I'd love to find the one driver that could carry from 1.2 -1.6K and go all the way up without the ridiculous and complex EQ the 2447 would require -and the ugly sound above 8-10K that would be a part of the formula w/ 2447.

I cooled off on this project after getting burned on ebay last year for three 2435HPL's by the same seller that burned fellow German LHS member rs237. (You may recall my PM's to you about this) On paper, at least, it was much better than the 2447 or 2451, but still fell short of 20K.

RE: BMS- I was enlightened by the US importer of BMS to the licensing to JBL for their ring radiator. FWIW- He also said that JBL could never get the performance of their own driver quite up to the level of the German-made BMS model due to production problems in diaphragm manufacturing.
The 2452H-SL sounds alluring... please post any links to threads or posts of your "R&D", particularly compared to 2447 w/2450 dia and especially a 2447 w/2452H-SL dia.

Thanks!

Zilch
08-06-2008, 07:21 PM
The sum total of my experience with 2447s is measuring several for Johnaec, who turned me on to 2381s in the course of doing that.

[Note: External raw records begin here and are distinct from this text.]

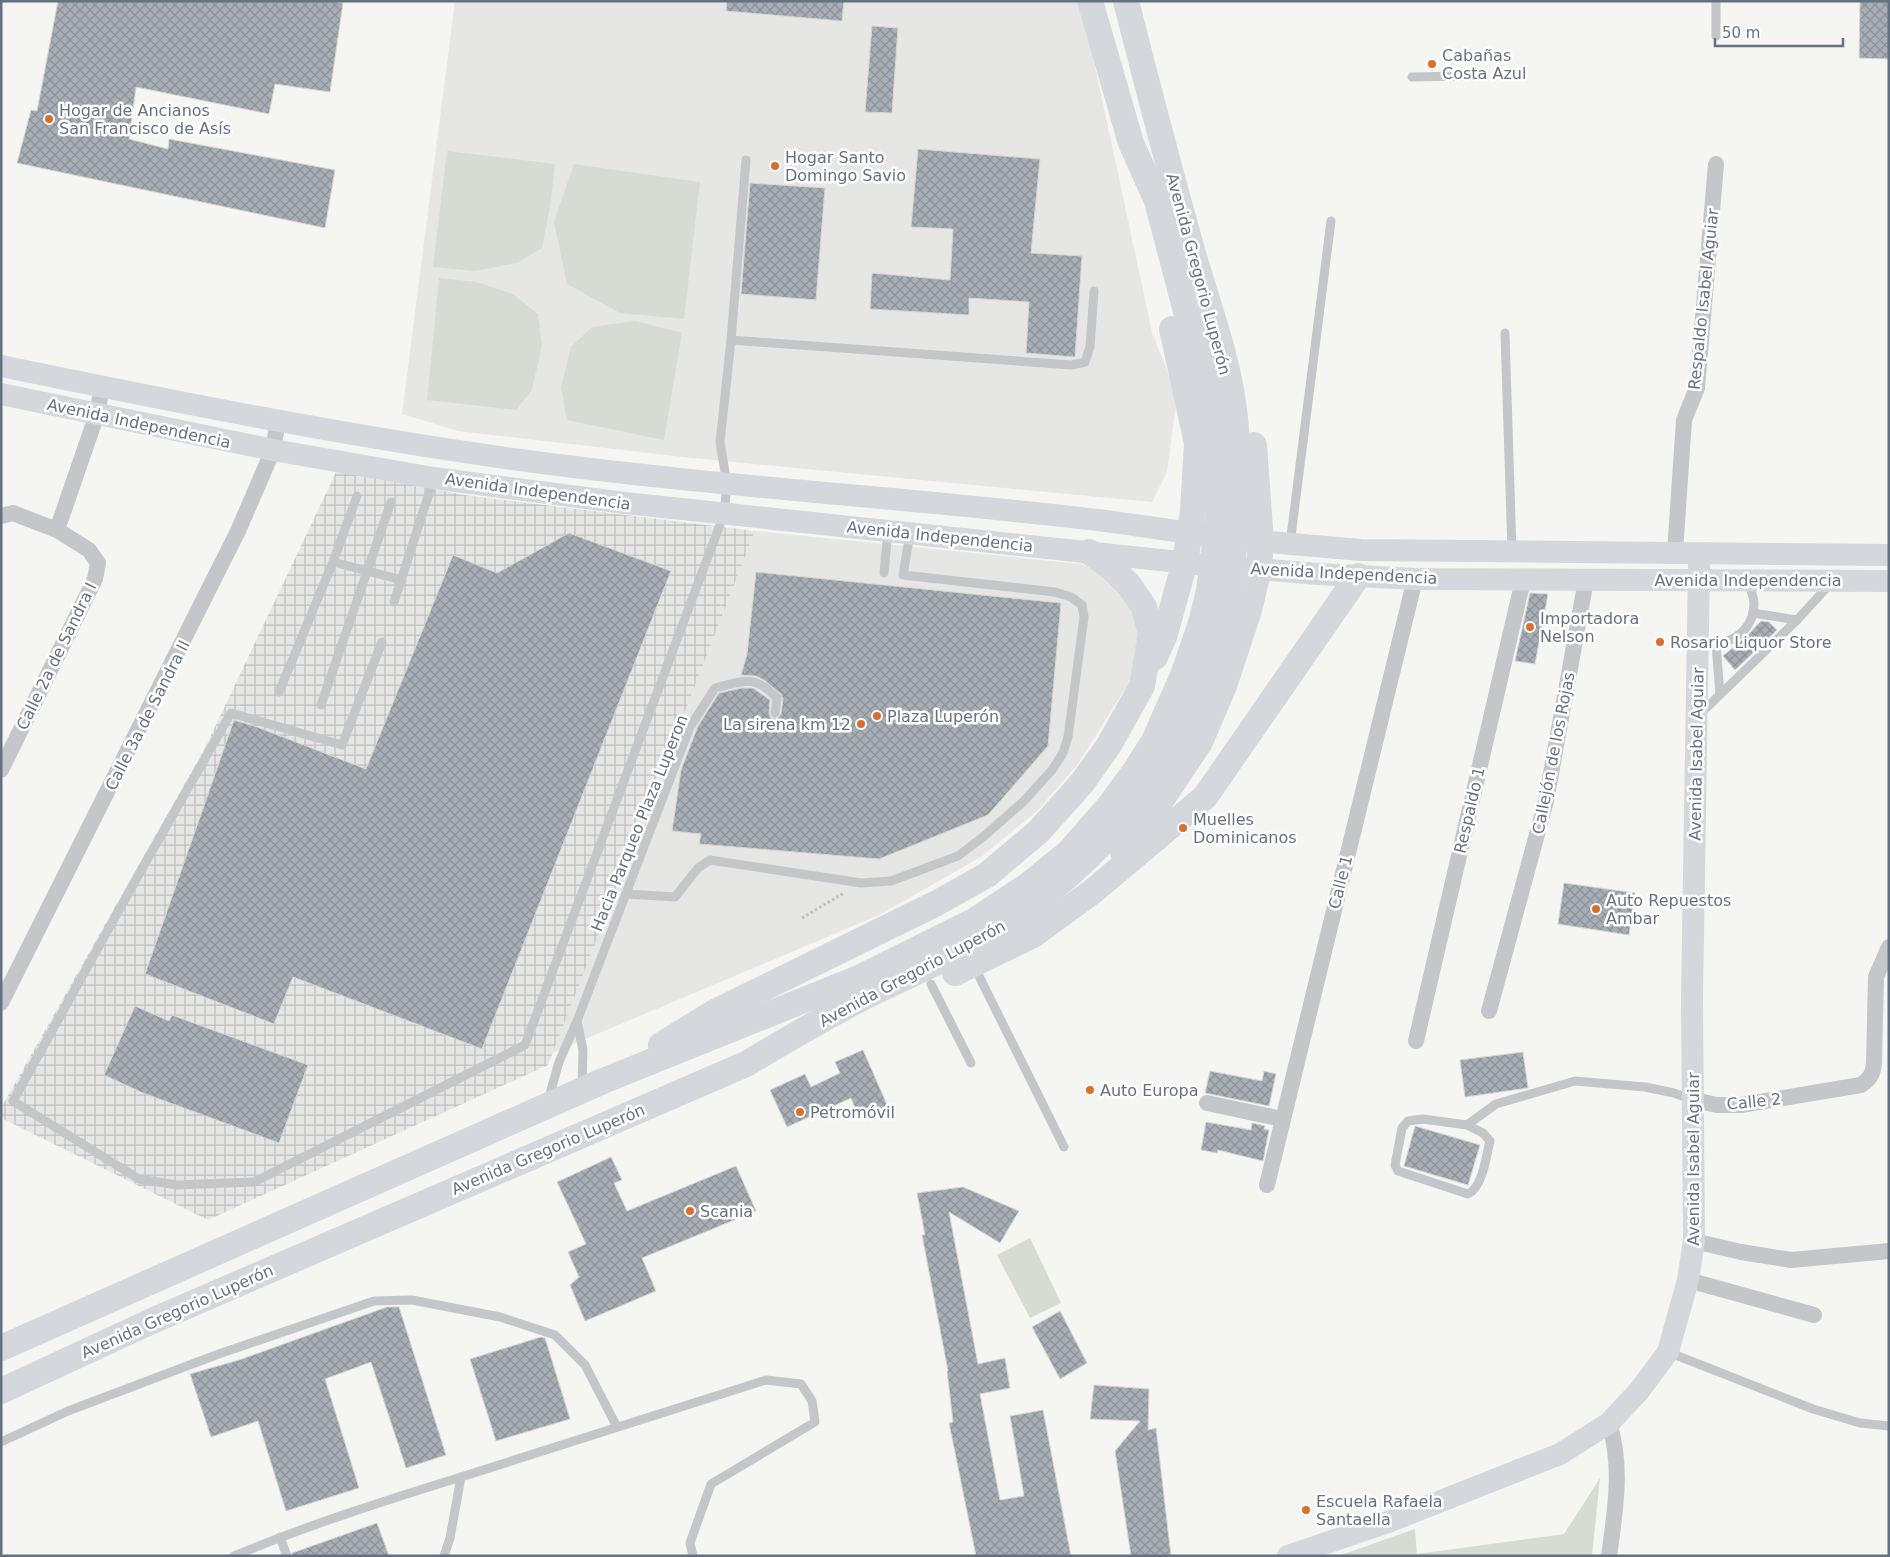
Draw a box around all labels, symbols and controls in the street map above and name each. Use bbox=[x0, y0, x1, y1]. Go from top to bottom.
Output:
scale bar bbox=[1715, 15, 1842, 47]
text: 50 m bbox=[1722, 24, 1760, 42]
place label: Cabañas Costa Azul bbox=[1442, 46, 1526, 83]
marker: Cabañas Costa Azul bbox=[1426, 58, 1438, 70]
place label: Hogar de Ancianos San Francisco de Asís bbox=[59, 101, 231, 138]
marker: Hogar de Ancianos San Francisco de Asís bbox=[43, 113, 55, 125]
place label: Hogar Santo Domingo Savio bbox=[785, 148, 906, 185]
marker: Hogar Santo Domingo Savio bbox=[769, 160, 781, 172]
street label: Avenida Gregorio Luperón bbox=[1162, 171, 1235, 377]
street label: Respaldo Isabel Aguiar bbox=[1685, 207, 1723, 391]
street label: Avenida Independencia bbox=[45, 395, 232, 452]
street label: Avenida Independencia bbox=[444, 469, 632, 514]
street label: Avenida Independencia bbox=[846, 517, 1034, 556]
street label: Avenida Independencia bbox=[1250, 559, 1438, 588]
street label: Avenida Independencia bbox=[1654, 571, 1842, 590]
street label: Calle 2a de Sandra I bbox=[13, 580, 100, 733]
place label: Importadora Nelson bbox=[1540, 609, 1639, 646]
marker: Importadora Nelson bbox=[1524, 621, 1536, 633]
place label: Rosario Liquor Store bbox=[1670, 633, 1832, 652]
marker: Rosario Liquor Store bbox=[1654, 636, 1666, 648]
street label: Calle 3a de Sandra II bbox=[101, 637, 194, 794]
street label: Avenida Isabel Aguiar bbox=[1685, 667, 1708, 841]
street label: Callejón de los Rojas bbox=[1528, 670, 1579, 836]
place label: Plaza Luperón bbox=[887, 707, 999, 726]
marker: Plaza Luperón bbox=[871, 710, 883, 722]
street label: Hacia Parqueo Plaza Luperon bbox=[587, 712, 692, 934]
place label: La sirena km 12 bbox=[723, 715, 851, 734]
marker: La sirena km 12 bbox=[855, 718, 867, 730]
street label: Respaldo 1 bbox=[1450, 765, 1489, 855]
place label: Muelles Dominicanos bbox=[1193, 810, 1297, 847]
marker: Muelles Dominicanos bbox=[1177, 822, 1189, 834]
street label: Calle 1 bbox=[1325, 853, 1356, 911]
place label: Auto Repuestos Ambar bbox=[1606, 891, 1731, 928]
marker: Auto Repuestos Ambar bbox=[1590, 903, 1602, 915]
street label: Avenida Gregorio Luperón bbox=[816, 916, 1009, 1031]
street label: Avenida Isabel Aguiar bbox=[1684, 1072, 1703, 1246]
place label: Auto Europa bbox=[1100, 1081, 1198, 1100]
marker: Auto Europa bbox=[1084, 1084, 1096, 1096]
street label: Calle 2 bbox=[1726, 1089, 1782, 1114]
street label: Avenida Gregorio Luperón bbox=[449, 1100, 648, 1199]
place label: Petromóvil bbox=[810, 1103, 895, 1122]
marker: Petromóvil bbox=[794, 1106, 806, 1118]
place label: Scania bbox=[700, 1202, 753, 1221]
marker: Scania bbox=[684, 1205, 696, 1217]
street label: Avenida Gregorio Luperón bbox=[78, 1260, 276, 1362]
place label: Escuela Rafaela Santaella bbox=[1316, 1492, 1443, 1529]
marker: Escuela Rafaela Santaella bbox=[1300, 1504, 1312, 1516]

I put 2452H-SLs on them and didn't look back.

One of the first things I did was mount them on H9800, a most memorable episode in these forums. ;)

Seems like Subwoof is the member next most familiar with using them here. I've posted most of my work with them in other threads, and "Search" should find that easily.... :yes:

Kalle
07-11-2013, 12:38 AM
I have speakers with 2447/2381 and the sound a little harsh and hard. Would my problem be solved with aquaplas diagrams? In what I can read if changing the diagram in 2447 to aqua it would sound like a 2452sl? I can get D16R475ND aquaplas for 475 that fit my 2447 for right price. I quess that tey are better than the 2452ls dias tho they are made for JBL K2 S9500?!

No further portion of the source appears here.